Problem description: Please restate the data that follows, leaving every word in place.

Saved entries:
■ ■ ■ ■ ■ ■ ■
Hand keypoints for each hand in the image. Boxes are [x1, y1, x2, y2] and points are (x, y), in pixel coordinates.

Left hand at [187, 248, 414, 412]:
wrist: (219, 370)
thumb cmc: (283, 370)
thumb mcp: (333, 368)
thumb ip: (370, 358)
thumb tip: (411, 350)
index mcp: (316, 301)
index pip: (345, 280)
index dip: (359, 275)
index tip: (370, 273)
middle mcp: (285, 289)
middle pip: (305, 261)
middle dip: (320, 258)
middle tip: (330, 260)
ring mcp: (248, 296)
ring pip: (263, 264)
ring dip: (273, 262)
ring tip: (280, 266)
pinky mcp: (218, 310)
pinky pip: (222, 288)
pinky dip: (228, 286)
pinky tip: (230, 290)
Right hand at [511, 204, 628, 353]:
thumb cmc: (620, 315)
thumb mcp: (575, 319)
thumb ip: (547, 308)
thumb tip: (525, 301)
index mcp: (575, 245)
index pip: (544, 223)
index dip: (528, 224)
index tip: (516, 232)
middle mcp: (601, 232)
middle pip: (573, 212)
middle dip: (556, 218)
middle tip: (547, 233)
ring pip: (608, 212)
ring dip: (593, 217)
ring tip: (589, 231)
■ ■ ■ ■ ■ ■ ■
Answer area:
Hand keypoints for each hand in the image. Boxes are [x1, y1, x2, y2] and points are (x, y), in pixel coordinates.

Left hand at [187, 248, 414, 412]:
wrist: (219, 370)
thumb cmc: (283, 370)
thumb mcp: (333, 368)
thumb ip: (370, 358)
thumb tip: (411, 350)
index mcp: (316, 301)
index pip: (345, 280)
index dip: (359, 275)
index tip: (370, 273)
middle mcp: (285, 289)
middle pip: (305, 261)
middle dip: (320, 258)
middle tip: (330, 260)
ring mcp: (248, 296)
ring pip: (263, 264)
ring dip: (273, 262)
ring tip: (280, 266)
pinky mcp: (218, 310)
pinky pip: (222, 288)
pinky dip: (228, 286)
pinky tip: (230, 290)
Right hand at [511, 204, 628, 353]:
thumb cmc: (620, 315)
thumb mcp: (575, 319)
thumb ip: (547, 308)
thumb tip: (525, 301)
index mcp: (575, 245)
index pip: (544, 223)
index dip: (528, 224)
index tip: (516, 232)
middle mcp: (601, 232)
middle pip: (573, 212)
middle dip: (556, 218)
middle tip: (547, 233)
ring pip: (608, 212)
ring dip: (593, 217)
ring tip: (589, 231)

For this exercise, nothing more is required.